== ACTIVITY ==
Print every line of the data word for word.

== THE DATA ==

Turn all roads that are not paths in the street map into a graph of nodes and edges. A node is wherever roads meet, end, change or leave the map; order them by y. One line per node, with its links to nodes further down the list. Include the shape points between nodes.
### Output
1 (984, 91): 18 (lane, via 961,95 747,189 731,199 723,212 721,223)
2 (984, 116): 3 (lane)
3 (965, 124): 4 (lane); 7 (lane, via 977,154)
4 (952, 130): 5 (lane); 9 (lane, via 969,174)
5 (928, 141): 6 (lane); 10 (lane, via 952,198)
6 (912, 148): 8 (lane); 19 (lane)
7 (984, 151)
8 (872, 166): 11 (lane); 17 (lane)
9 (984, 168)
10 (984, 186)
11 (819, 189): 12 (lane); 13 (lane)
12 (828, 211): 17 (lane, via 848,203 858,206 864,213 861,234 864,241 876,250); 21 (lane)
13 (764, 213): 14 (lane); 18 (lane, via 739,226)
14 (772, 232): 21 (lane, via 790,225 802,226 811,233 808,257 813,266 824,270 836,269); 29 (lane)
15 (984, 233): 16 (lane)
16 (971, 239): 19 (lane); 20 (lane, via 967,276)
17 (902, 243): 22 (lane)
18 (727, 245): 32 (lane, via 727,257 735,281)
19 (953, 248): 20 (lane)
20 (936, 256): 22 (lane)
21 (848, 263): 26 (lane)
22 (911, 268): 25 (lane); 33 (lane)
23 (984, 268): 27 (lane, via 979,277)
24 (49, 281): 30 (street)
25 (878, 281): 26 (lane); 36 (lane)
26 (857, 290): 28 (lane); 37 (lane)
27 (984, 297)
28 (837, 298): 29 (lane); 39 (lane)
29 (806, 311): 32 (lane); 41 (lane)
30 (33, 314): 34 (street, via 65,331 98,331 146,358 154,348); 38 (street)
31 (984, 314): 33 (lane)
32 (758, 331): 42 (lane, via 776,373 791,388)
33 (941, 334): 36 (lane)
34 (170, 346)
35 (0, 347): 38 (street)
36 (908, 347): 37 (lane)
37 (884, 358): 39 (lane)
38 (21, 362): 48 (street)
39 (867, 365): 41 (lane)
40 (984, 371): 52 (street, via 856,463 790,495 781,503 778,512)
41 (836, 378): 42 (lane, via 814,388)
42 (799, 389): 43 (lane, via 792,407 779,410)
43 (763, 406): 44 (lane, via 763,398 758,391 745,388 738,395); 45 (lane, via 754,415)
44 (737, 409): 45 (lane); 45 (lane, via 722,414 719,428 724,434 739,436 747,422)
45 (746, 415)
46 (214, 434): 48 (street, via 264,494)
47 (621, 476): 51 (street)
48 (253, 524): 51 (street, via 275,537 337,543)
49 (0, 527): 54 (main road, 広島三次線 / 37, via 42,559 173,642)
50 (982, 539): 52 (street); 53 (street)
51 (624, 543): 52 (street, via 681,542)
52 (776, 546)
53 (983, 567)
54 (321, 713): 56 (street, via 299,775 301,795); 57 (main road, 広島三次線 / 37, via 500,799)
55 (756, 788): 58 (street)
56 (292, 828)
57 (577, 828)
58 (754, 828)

== EXERCISE SOLUTION ==
Turn all roads that are not paths in the street map into a graph of nodes and edges. A node is wherever roads meet, end, change or leave the map; order them by y. One line per node, with its links to nodes further down the list. Include the shape points between nodes.
### Output
1 (984, 91): 18 (lane, via 961,95 747,189 731,199 723,212 721,223)
2 (984, 116): 3 (lane)
3 (965, 124): 4 (lane); 7 (lane, via 977,154)
4 (952, 130): 5 (lane); 9 (lane, via 969,174)
5 (928, 141): 6 (lane); 10 (lane, via 952,198)
6 (912, 148): 8 (lane); 19 (lane)
7 (984, 151)
8 (872, 166): 11 (lane); 17 (lane)
9 (984, 168)
10 (984, 186)
11 (819, 189): 12 (lane); 13 (lane)
12 (828, 211): 17 (lane, via 848,203 858,206 864,213 861,234 864,241 876,250); 21 (lane)
13 (764, 213): 14 (lane); 18 (lane, via 739,226)
14 (772, 232): 21 (lane, via 790,225 802,226 811,233 808,257 813,266 824,270 836,269); 29 (lane)
15 (984, 233): 16 (lane)
16 (971, 239): 19 (lane); 20 (lane, via 967,276)
17 (902, 243): 22 (lane)
18 (727, 245): 32 (lane, via 727,257 735,281)
19 (953, 248): 20 (lane)
20 (936, 256): 22 (lane)
21 (848, 263): 26 (lane)
22 (911, 268): 25 (lane); 33 (lane)
23 (984, 268): 27 (lane, via 979,277)
24 (49, 281): 30 (street)
25 (878, 281): 26 (lane); 36 (lane)
26 (857, 290): 28 (lane); 37 (lane)
27 (984, 297)
28 (837, 298): 29 (lane); 39 (lane)
29 (806, 311): 32 (lane); 41 (lane)
30 (33, 314): 34 (street, via 65,331 98,331 146,358 154,348); 38 (street)
31 (984, 314): 33 (lane)
32 (758, 331): 42 (lane, via 776,373 791,388)
33 (941, 334): 36 (lane)
34 (170, 346)
35 (0, 347): 38 (street)
36 (908, 347): 37 (lane)
37 (884, 358): 39 (lane)
38 (21, 362): 48 (street)
39 (867, 365): 41 (lane)
40 (984, 371): 52 (street, via 856,463 790,495 781,503 778,512)
41 (836, 378): 42 (lane, via 814,388)
42 (799, 389): 43 (lane, via 792,407 779,410)
43 (763, 406): 44 (lane, via 763,398 758,391 745,388 738,395); 45 (lane, via 754,415)
44 (737, 409): 45 (lane); 45 (lane, via 722,414 719,428 724,434 739,436 747,422)
45 (746, 415)
46 (214, 434): 48 (street, via 264,494)
47 (621, 476): 51 (street)
48 (253, 524): 51 (street, via 275,537 337,543)
49 (0, 527): 54 (main road, 広島三次線 / 37, via 42,559 173,642)
50 (982, 539): 52 (street); 53 (street)
51 (624, 543): 52 (street, via 681,542)
52 (776, 546)
53 (983, 567)
54 (321, 713): 56 (street, via 299,775 301,795); 57 (main road, 広島三次線 / 37, via 500,799)
55 (756, 788): 58 (street)
56 (292, 828)
57 (577, 828)
58 (754, 828)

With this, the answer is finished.